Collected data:
::::

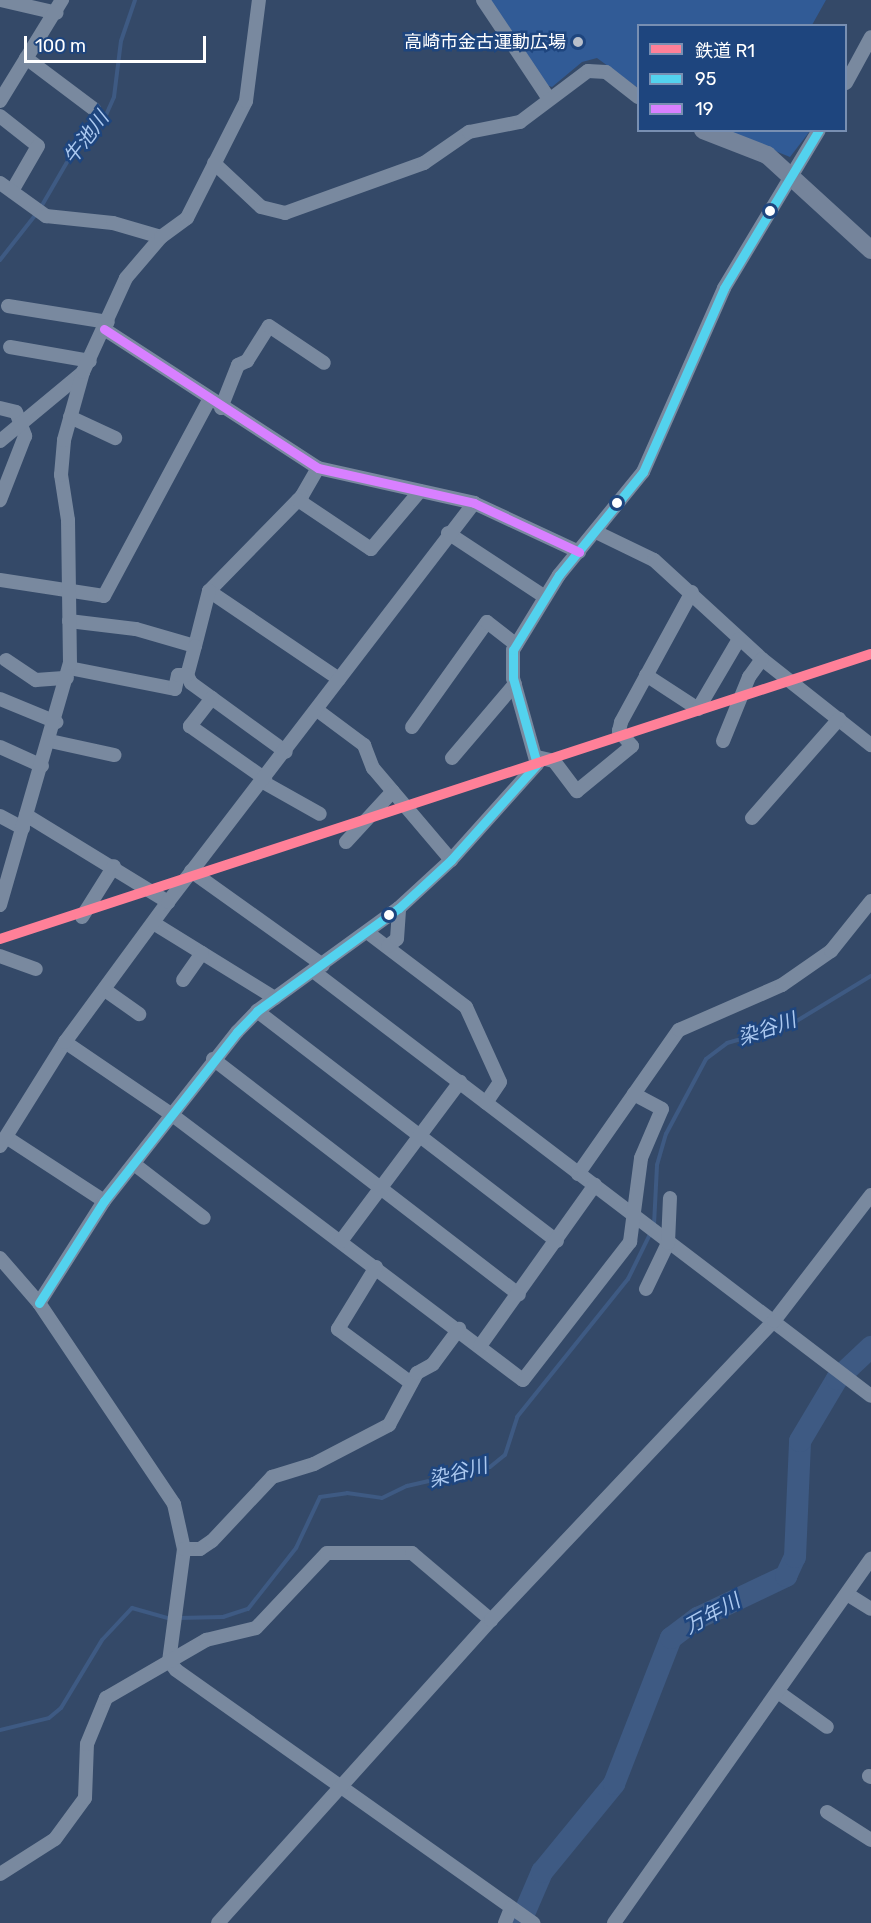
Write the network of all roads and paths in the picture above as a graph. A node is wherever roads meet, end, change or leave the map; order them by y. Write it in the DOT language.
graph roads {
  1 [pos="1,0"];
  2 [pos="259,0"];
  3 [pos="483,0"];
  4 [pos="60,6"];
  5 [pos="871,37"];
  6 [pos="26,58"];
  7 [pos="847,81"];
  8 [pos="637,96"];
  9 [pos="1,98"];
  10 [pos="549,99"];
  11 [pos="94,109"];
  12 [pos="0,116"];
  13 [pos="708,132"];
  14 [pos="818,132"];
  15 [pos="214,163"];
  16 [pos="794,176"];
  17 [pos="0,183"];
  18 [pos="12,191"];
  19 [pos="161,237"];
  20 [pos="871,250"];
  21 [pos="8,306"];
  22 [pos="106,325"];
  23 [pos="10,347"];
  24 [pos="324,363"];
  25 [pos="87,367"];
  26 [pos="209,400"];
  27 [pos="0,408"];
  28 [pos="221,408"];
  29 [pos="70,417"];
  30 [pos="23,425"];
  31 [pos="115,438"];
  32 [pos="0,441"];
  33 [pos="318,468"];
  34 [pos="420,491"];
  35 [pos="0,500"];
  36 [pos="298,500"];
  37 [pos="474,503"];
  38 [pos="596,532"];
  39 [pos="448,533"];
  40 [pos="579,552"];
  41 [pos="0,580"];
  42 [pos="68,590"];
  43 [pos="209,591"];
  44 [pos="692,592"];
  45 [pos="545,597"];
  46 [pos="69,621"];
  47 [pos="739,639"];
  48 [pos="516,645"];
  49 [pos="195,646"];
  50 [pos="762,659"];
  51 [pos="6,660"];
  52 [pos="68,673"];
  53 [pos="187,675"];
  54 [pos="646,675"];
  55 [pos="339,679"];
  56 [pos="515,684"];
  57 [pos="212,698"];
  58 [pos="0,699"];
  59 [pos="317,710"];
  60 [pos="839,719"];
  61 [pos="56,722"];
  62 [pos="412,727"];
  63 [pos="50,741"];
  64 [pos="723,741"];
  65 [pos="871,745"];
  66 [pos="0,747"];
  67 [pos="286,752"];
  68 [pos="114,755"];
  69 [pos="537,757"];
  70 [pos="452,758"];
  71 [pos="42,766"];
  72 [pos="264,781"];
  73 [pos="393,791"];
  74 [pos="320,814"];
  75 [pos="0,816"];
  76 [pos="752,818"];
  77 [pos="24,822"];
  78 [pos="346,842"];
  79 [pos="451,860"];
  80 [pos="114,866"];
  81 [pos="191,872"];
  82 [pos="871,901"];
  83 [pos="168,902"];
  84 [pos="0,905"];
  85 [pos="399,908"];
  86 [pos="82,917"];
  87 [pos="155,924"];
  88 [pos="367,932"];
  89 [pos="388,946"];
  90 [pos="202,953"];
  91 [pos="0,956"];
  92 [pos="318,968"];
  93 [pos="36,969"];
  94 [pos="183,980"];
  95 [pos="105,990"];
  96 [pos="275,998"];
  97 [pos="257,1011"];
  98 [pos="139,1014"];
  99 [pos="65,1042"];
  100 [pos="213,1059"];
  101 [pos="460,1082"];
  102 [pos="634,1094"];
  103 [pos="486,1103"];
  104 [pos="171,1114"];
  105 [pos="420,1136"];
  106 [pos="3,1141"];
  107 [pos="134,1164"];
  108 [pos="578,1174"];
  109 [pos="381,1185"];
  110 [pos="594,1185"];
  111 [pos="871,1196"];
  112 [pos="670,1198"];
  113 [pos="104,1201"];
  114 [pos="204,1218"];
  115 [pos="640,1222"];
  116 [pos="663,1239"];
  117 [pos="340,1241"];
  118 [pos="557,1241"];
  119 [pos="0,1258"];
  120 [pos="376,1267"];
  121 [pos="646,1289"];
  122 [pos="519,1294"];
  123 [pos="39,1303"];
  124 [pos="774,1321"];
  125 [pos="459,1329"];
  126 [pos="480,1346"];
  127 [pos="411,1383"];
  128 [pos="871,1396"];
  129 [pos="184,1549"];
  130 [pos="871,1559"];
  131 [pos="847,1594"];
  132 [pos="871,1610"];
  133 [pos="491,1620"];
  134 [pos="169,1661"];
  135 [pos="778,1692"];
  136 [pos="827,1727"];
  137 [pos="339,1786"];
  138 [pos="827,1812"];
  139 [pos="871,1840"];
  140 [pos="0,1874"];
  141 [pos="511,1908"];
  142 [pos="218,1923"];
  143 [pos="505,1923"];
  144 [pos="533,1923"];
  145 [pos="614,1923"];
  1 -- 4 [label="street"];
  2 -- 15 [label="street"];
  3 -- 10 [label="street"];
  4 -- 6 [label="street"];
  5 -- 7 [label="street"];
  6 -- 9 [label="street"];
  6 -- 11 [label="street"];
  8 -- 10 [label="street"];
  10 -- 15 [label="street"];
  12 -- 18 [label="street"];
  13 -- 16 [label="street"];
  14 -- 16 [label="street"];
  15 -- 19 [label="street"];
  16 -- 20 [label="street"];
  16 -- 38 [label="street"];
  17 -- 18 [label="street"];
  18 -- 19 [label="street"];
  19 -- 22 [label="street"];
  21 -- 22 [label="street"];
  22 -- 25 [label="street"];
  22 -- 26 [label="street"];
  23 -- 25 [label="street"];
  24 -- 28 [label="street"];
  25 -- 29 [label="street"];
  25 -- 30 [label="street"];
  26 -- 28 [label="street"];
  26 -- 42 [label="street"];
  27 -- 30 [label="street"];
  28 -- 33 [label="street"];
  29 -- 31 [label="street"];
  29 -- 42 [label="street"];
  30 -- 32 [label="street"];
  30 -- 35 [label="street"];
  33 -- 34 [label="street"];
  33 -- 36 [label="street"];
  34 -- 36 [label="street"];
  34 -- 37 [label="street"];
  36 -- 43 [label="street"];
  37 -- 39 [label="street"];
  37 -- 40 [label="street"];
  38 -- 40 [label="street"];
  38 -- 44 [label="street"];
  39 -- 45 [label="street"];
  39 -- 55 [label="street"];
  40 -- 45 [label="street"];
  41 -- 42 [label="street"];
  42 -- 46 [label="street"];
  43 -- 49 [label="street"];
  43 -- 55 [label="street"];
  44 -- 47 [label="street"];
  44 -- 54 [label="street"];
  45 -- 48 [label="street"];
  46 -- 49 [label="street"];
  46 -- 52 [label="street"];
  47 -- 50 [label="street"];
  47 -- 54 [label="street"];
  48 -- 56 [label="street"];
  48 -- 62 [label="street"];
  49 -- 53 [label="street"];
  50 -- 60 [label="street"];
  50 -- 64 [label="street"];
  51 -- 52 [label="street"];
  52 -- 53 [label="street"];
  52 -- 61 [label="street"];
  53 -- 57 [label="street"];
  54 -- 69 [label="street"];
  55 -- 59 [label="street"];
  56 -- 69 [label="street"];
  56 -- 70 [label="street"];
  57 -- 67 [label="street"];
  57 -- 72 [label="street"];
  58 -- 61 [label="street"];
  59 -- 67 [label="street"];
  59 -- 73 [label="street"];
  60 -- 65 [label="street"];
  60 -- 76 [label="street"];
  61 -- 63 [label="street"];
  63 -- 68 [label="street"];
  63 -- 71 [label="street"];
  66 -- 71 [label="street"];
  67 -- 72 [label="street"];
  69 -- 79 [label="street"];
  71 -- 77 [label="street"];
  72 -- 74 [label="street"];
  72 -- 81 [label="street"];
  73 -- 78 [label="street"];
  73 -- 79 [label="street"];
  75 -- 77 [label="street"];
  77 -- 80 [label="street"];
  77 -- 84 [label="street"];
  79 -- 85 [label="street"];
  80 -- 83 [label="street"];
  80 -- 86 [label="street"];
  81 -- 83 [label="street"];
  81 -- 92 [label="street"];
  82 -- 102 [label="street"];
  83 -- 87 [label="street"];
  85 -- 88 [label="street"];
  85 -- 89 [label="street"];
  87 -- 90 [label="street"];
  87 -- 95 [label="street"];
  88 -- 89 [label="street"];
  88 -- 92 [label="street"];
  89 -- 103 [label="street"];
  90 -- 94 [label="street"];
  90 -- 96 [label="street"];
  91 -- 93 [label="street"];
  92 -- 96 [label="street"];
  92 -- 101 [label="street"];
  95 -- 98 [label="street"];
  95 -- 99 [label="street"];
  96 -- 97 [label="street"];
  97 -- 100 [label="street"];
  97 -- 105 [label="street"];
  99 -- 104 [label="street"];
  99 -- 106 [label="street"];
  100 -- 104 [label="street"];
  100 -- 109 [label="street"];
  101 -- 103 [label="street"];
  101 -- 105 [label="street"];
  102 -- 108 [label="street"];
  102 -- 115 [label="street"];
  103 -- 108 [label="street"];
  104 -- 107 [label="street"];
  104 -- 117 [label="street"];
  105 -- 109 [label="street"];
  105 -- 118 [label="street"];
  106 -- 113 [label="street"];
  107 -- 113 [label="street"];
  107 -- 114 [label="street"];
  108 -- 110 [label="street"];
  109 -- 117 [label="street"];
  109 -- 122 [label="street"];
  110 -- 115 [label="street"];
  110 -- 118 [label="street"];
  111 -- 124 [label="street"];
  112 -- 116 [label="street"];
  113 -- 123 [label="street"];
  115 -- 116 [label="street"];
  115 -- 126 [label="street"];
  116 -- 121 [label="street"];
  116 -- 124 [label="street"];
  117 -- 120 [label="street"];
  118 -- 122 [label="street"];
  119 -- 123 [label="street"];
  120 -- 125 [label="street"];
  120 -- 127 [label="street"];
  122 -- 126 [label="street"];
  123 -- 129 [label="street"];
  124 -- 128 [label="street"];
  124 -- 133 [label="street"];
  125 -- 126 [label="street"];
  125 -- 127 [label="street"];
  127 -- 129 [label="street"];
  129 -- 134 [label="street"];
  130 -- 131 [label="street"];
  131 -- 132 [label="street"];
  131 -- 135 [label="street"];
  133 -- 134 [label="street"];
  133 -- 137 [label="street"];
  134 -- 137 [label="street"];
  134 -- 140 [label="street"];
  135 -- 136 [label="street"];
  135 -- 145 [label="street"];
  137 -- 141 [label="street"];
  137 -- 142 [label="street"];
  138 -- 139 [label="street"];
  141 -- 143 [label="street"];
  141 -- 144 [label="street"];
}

::::

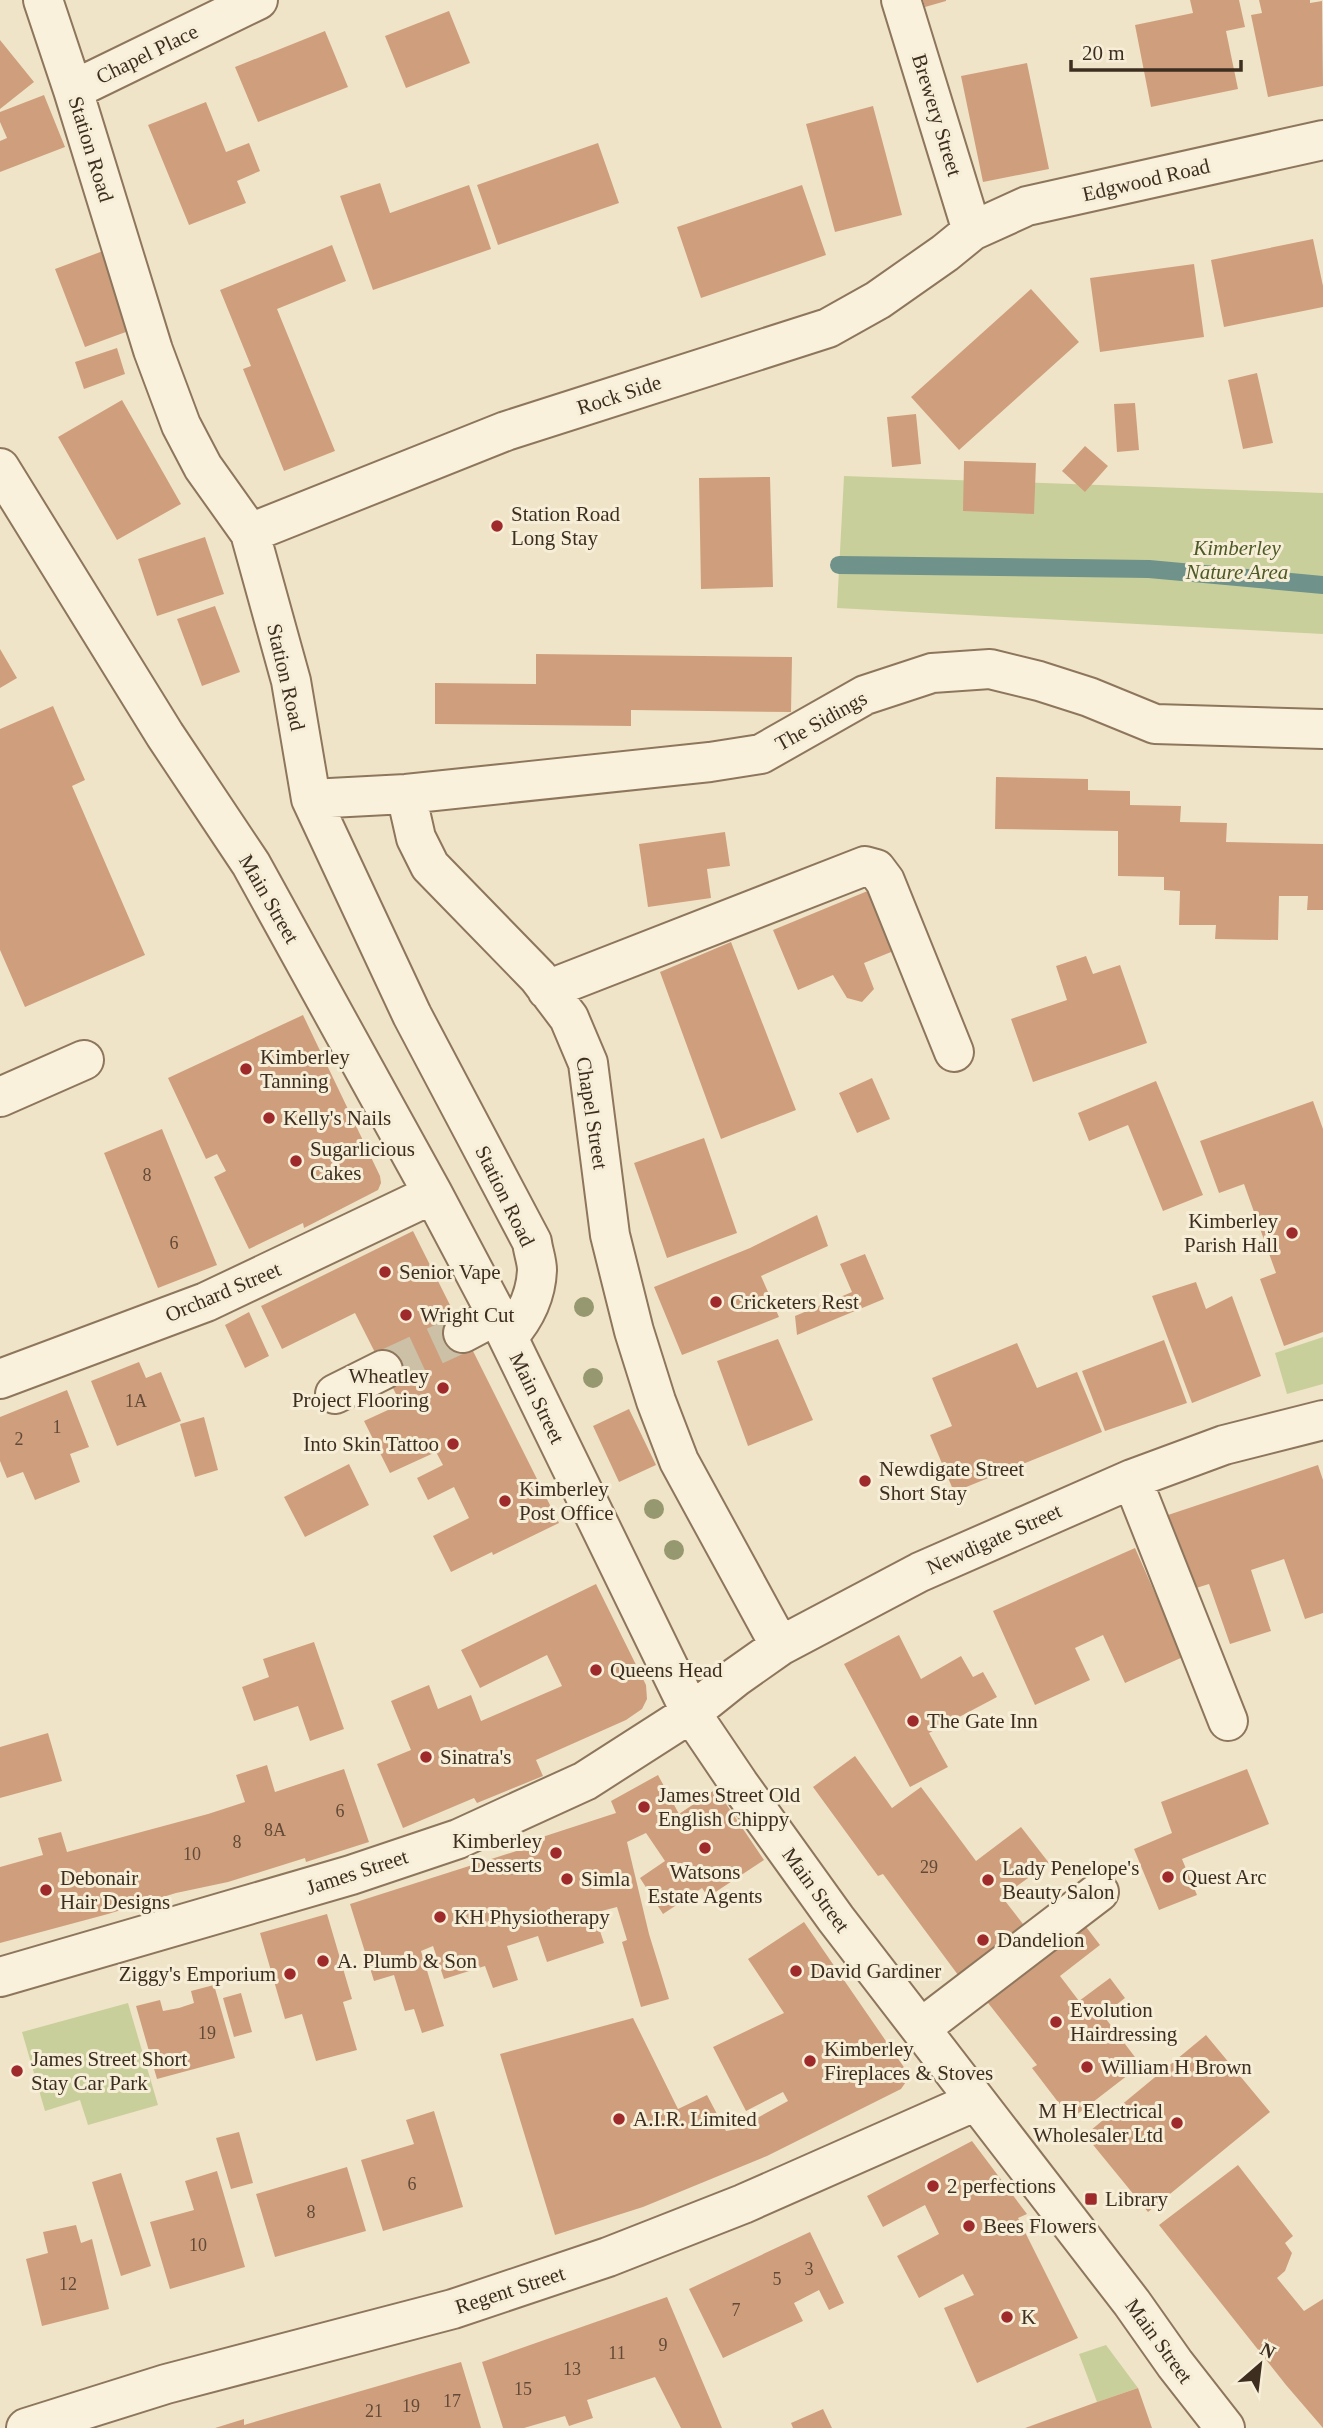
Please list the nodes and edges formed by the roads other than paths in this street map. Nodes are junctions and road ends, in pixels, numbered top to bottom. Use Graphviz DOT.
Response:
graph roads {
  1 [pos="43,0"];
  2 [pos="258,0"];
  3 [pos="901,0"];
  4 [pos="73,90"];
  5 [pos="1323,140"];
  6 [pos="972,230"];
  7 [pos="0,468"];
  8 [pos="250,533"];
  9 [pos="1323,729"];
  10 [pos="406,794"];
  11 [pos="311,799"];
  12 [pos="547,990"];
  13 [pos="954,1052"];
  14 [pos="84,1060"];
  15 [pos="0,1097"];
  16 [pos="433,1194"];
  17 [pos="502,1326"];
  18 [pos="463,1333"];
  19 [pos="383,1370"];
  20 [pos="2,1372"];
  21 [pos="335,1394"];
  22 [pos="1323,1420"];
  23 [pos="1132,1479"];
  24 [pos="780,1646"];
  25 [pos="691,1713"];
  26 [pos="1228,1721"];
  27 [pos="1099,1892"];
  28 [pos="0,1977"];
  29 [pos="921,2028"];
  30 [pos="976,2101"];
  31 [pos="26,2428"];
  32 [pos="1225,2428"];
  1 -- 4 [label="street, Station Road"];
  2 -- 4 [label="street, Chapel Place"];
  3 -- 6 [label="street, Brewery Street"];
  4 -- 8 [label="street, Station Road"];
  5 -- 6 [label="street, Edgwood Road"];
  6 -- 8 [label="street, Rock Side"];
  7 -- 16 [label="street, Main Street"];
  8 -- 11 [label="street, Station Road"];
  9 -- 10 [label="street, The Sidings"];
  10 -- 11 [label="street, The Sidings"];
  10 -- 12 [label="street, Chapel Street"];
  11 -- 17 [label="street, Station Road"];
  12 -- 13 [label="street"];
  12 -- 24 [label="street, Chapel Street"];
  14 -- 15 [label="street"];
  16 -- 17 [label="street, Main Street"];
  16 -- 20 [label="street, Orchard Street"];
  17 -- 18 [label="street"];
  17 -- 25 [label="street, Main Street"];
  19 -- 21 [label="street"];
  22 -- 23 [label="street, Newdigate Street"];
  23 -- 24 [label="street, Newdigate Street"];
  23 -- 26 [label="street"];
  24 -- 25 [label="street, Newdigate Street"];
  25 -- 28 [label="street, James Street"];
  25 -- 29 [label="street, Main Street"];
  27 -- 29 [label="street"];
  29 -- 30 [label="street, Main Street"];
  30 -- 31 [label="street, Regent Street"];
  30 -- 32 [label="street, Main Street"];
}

::::

What is needed:
Check each line of the records above for the word "roads" and report how many lines have it, as a number only.

Response:
4